### [Provided records]
::::

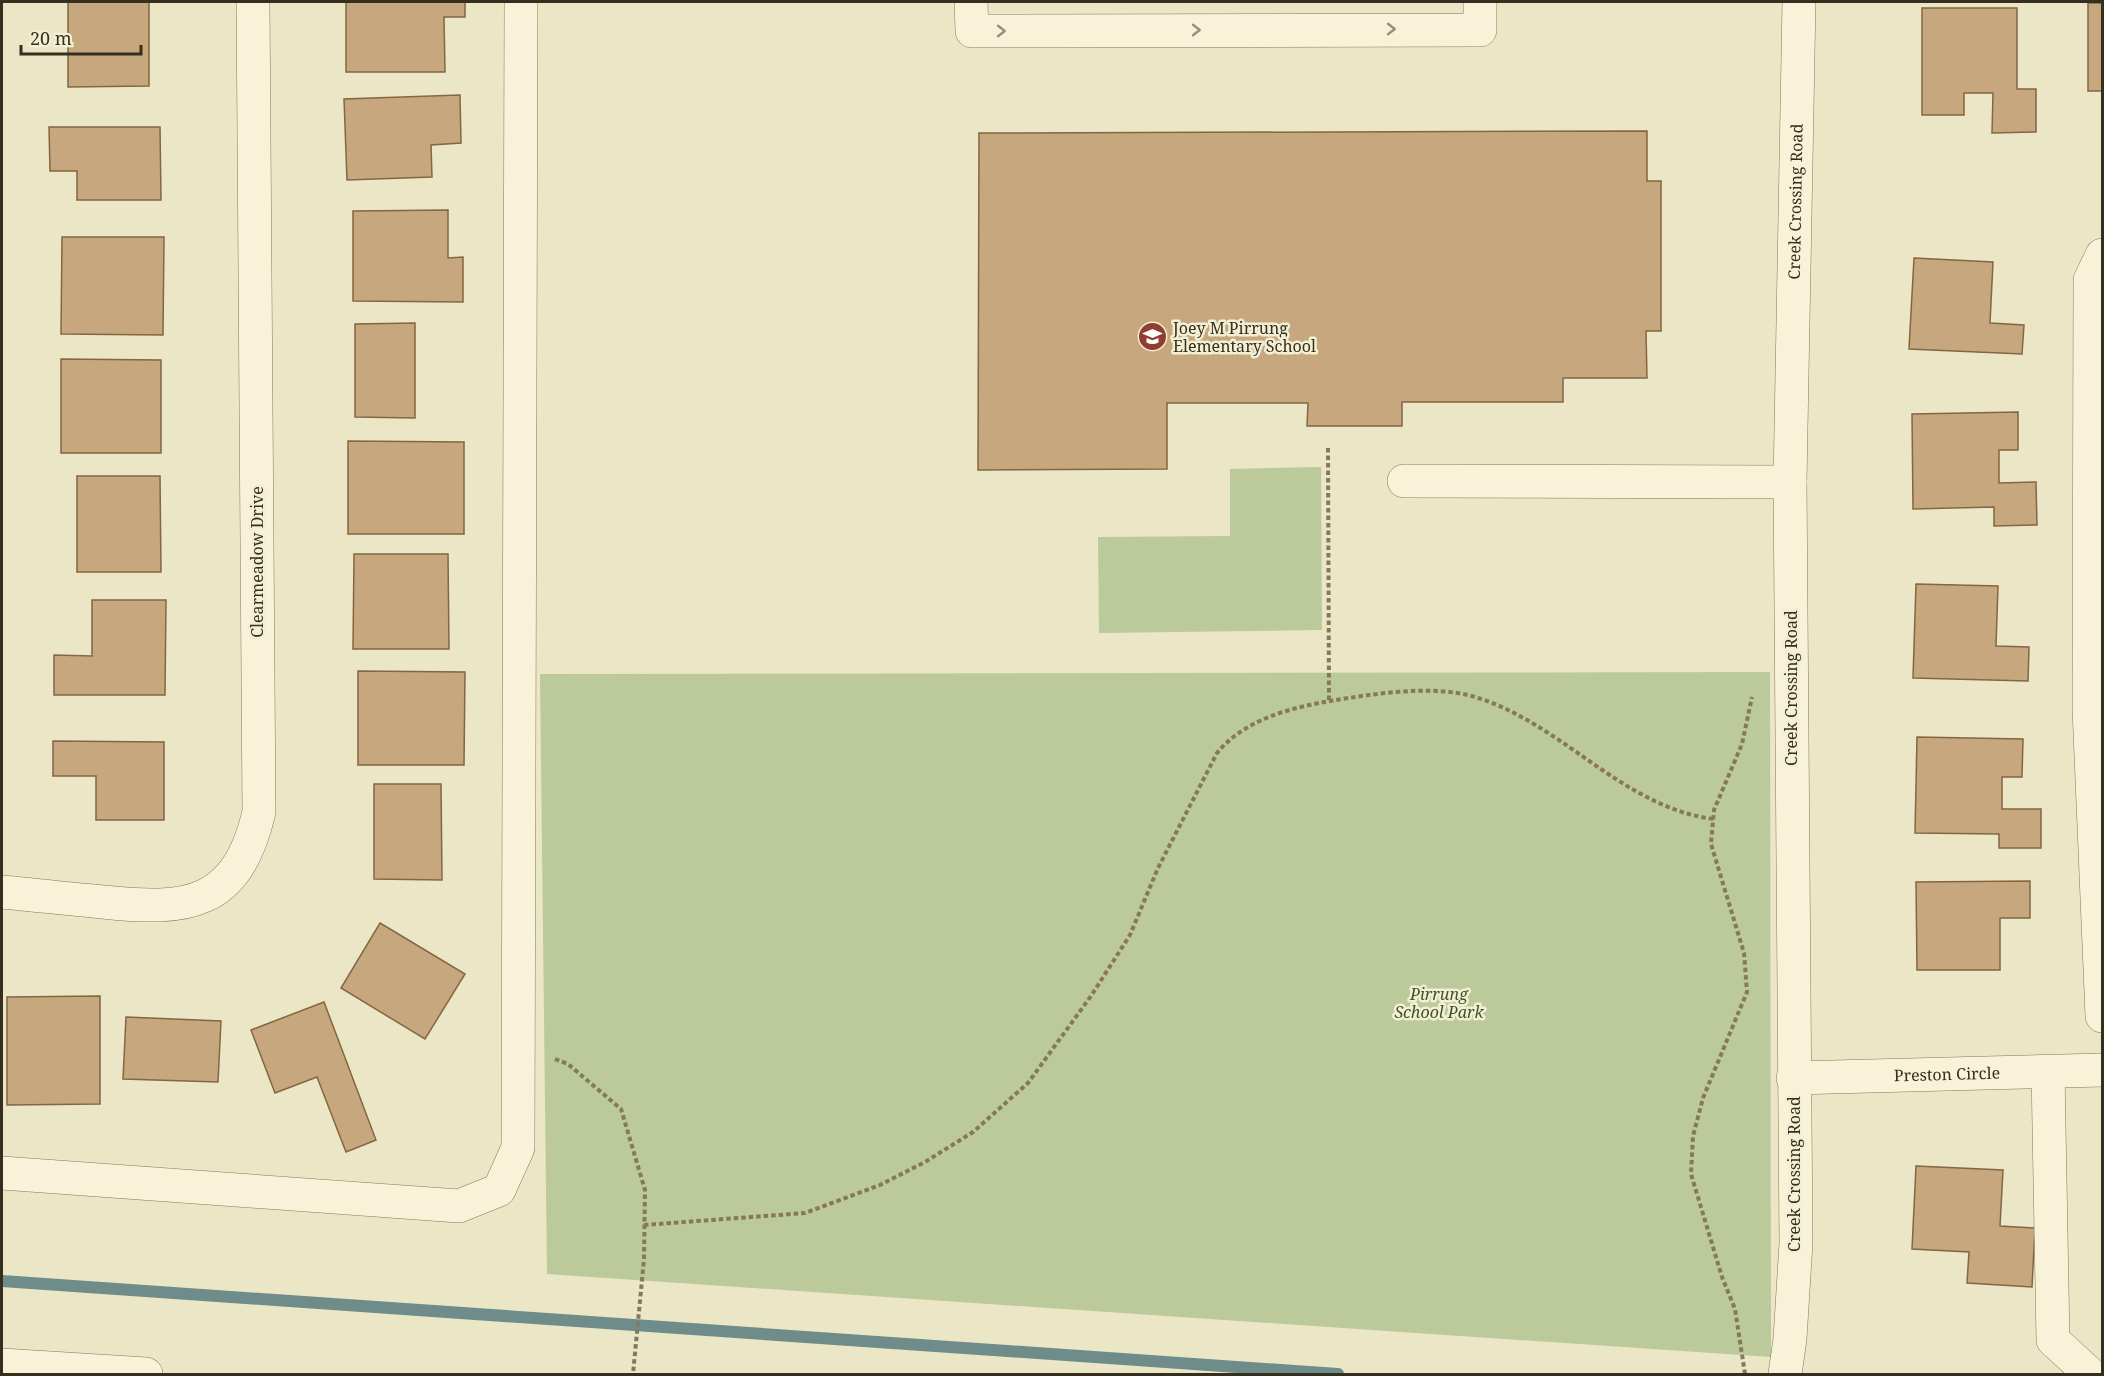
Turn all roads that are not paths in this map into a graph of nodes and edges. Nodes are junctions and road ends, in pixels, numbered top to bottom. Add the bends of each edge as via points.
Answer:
1 (253, 2) edge
2 (521, 2) edge
3 (971, 2) edge
4 (1480, 2) edge
5 (1799, 2) edge
6 (2103, 255) edge
7 (1404, 481) dead end
8 (1790, 482) junction
9 (2097, 782) edge
10 (2, 892) edge
11 (2103, 1016) edge
12 (2103, 1070) edge
13 (2048, 1072) junction
14 (1793, 1078) junction
15 (2, 1173) edge
16 (2, 1365) edge
17 (37, 1371) edge
18 (146, 1374) edge
19 (1785, 1374) edge
20 (2090, 1374) edge

1 - 10 street, Clearmeadow Drive via 259,812 252,843 240,866 219,888 174,905 149,907
2 - 15 street via 518,1148 499,1190 459,1206
3 -> 4 street via 972,31 1480,30
5 - 8 street, Creek Crossing Road
6 - 9 street via 2090,280 2089,708
7 - 8 street
8 - 14 street, Creek Crossing Road
9 - 11 street
12 - 13 street, Preston Circle
13 - 14 street, Preston Circle
13 - 20 street via 2053,1340
14 - 19 street, Creek Crossing Road via 1796,1244
16 - 17 street
17 - 18 street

::::

### [Work to be completed]
Copy the listing above verbatim, leaving out pictures.

### [Response area]
Turn all roads that are not paths in this map into a graph of nodes and edges. Nodes are junctions and road ends, in pixels, numbered top to bottom. Add the bends of each edge as via points.
Answer:
1 (253, 2) edge
2 (521, 2) edge
3 (971, 2) edge
4 (1480, 2) edge
5 (1799, 2) edge
6 (2103, 255) edge
7 (1404, 481) dead end
8 (1790, 482) junction
9 (2097, 782) edge
10 (2, 892) edge
11 (2103, 1016) edge
12 (2103, 1070) edge
13 (2048, 1072) junction
14 (1793, 1078) junction
15 (2, 1173) edge
16 (2, 1365) edge
17 (37, 1371) edge
18 (146, 1374) edge
19 (1785, 1374) edge
20 (2090, 1374) edge

1 - 10 street, Clearmeadow Drive via 259,812 252,843 240,866 219,888 174,905 149,907
2 - 15 street via 518,1148 499,1190 459,1206
3 -> 4 street via 972,31 1480,30
5 - 8 street, Creek Crossing Road
6 - 9 street via 2090,280 2089,708
7 - 8 street
8 - 14 street, Creek Crossing Road
9 - 11 street
12 - 13 street, Preston Circle
13 - 14 street, Preston Circle
13 - 20 street via 2053,1340
14 - 19 street, Creek Crossing Road via 1796,1244
16 - 17 street
17 - 18 street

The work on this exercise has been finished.